Can you advise on legal cases in India?
Do you know someone who can?
Adding to what Bryce wrote in a thread here, so a curated newsletter where the headline and the intro( 1st para) are re-written and a link given to the original article is fine under the copyright laws, I guess? And the same would also be ok for a curated news website?
If a person was hired as a ghostwriter and the written book was published by the recruiter without paying the full quote and without informing the ghostwriter, can the ghostwriter take any legal actions if the contract was not on paper but mails were transferred?
Thank you for your time! 🌟
For work that is published in the United States for a predominantly US-based audience, how do foreign countries copyright laws impact liability? For example, if I publish something under very reasonable fair use that passes muster in the US, but that content is then consumed in the UK/EU/Korea/Russia/etc. would the Fair Use exceptions carry over to those places if there are different rights holders in those countries?
Hi, I was want to start a wild life travel newsletter, will there be any legal issues regarding this niche?
If I posted an image that is copyright protected on a financial blog article, do I have to pay editorial or commercial use fees? The website sells newsletter subscriptions, but the image was used within the blog portion of the site in an article that was public/free and not written specifically to sell anything.
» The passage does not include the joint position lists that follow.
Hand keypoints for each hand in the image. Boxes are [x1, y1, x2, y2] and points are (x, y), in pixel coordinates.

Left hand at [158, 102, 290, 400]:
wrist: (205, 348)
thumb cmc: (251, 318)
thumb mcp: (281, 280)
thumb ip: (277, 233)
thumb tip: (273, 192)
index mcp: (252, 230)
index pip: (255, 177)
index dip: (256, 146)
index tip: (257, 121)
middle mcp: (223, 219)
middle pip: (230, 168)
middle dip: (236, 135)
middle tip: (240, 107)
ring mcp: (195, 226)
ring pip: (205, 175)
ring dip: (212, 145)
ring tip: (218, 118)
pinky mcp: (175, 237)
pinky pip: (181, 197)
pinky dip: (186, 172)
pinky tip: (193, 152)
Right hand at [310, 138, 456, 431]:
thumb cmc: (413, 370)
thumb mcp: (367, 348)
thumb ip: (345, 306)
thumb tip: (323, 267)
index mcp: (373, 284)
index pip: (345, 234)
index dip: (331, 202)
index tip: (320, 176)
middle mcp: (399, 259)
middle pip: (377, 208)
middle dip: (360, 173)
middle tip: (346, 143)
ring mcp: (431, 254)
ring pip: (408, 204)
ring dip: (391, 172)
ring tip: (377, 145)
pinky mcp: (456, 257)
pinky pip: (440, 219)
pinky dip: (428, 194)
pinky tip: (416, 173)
It was commentary on central bank policy with a link at the bottom to go to a page to sign up for the newsletter. Is this editorial or commercial? Because the fees vary greatly depending on use.
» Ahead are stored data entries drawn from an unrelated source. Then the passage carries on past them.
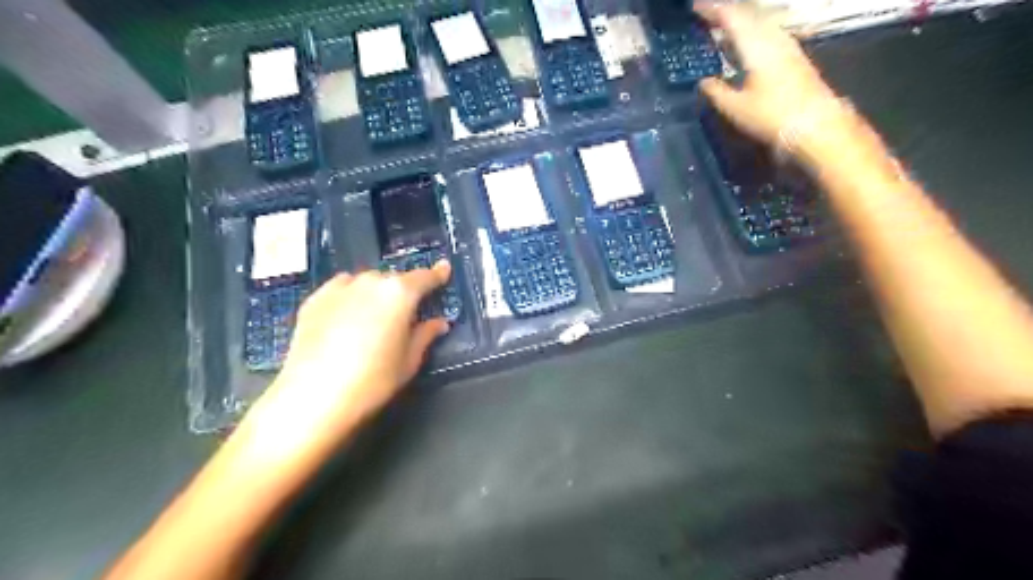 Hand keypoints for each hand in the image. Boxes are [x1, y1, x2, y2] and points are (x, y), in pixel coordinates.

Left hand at [245, 262, 453, 453]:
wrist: (313, 396)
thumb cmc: (373, 380)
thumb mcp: (409, 361)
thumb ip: (426, 335)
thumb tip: (439, 323)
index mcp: (400, 294)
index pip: (425, 278)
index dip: (437, 274)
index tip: (444, 269)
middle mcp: (371, 282)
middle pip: (394, 279)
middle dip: (403, 291)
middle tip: (406, 312)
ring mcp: (340, 288)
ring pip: (366, 282)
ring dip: (376, 293)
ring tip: (375, 316)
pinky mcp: (315, 300)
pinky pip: (341, 289)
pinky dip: (350, 296)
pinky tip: (348, 315)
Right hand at [694, 3, 837, 147]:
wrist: (815, 125)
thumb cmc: (771, 116)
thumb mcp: (735, 108)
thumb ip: (716, 91)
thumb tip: (703, 81)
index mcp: (755, 45)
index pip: (731, 17)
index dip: (712, 10)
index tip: (694, 8)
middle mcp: (772, 37)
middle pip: (747, 14)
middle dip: (725, 13)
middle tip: (704, 16)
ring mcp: (786, 45)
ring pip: (759, 22)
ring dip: (739, 22)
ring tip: (721, 28)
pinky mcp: (794, 56)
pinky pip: (767, 33)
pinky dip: (750, 32)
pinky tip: (744, 45)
If I repost a meme on my website that someone else created and posted first, but used a copyright protected image, do I have to pay licensing?
I'd assume at this point your firm has seen a few frequently-asked-questions. If this assumption is true, can you share one or two of those FAQ's? Prob would reduce a bunch of people asking the same question if you hear it frequently
Am I running afoul of any laws using screenshots of websites in my review/recommendation newsletter? Are there best practices you’d recommend?
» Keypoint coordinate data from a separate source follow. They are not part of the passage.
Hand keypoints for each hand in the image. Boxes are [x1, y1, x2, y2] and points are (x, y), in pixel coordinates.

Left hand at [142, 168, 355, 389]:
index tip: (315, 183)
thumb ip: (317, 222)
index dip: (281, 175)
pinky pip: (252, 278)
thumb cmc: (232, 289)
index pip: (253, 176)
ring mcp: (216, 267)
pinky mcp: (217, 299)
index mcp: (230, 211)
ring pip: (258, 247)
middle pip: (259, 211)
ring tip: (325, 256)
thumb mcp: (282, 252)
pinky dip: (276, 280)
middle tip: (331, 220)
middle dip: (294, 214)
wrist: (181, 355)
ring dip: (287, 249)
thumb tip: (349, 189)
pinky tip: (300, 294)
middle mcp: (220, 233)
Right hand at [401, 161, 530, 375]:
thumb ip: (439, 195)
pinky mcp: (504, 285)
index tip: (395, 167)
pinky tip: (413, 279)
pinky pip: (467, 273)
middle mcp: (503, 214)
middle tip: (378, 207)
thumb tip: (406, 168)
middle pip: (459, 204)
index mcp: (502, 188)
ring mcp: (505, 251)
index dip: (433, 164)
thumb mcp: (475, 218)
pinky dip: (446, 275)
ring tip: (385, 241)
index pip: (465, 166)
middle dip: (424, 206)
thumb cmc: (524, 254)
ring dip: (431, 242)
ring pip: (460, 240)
One Useful Thing: A weekly newsletter of helpful and well-designed things.
Hi, I am curious about the practices around getting permission to republish an article on my website that was originally published on another website. I assume getting permission from the author. Maybe permission must be from publisher, if author is not the one to give the permission. Do you recommend I do more than 'save' the email reply back from the author giving permission? Better to have a release form the author electronically signs giving permission? I want to mitigate risk of being reported for copyright violation in future and do it systematically as our website would be republishing articles on frequent recurring basis.
What's the general rule for linking other news articles? If I copy and paste the article headline (and link) or if I change the headline (and link), any copyright issues with that?
Need for E&O insurance?
Can you talk about getting music cleared on a podcast? I.E. if I wanted an intro song for my podcast, how difficult is it to choose one/use it? Do I need to run it through tons of legal shenanigans to do so? Same for simply playing a clip of a song on the show. Thanks!
Should I be concerned about liability over giving advice that people used in their business that (they felt) didn’t work out?
Hello! Can you weigh in on things newsletter writers on Substack should be thinking about regarding spam laws, GDPR etc -- anything to think about as we try to grow lists?
what would you say are the basic requirements for bloggers and newsletter writers in the US that also have a social media presence to be legally save on all these platforms? (Blog on own Webspace, Newsletter on Substack, Social Media on various platforms).
Thank you very much!
Hi folks - under what circumstances are we who write about news & policy on Substack considered to be journalists, and as such covered by various first amendment protections?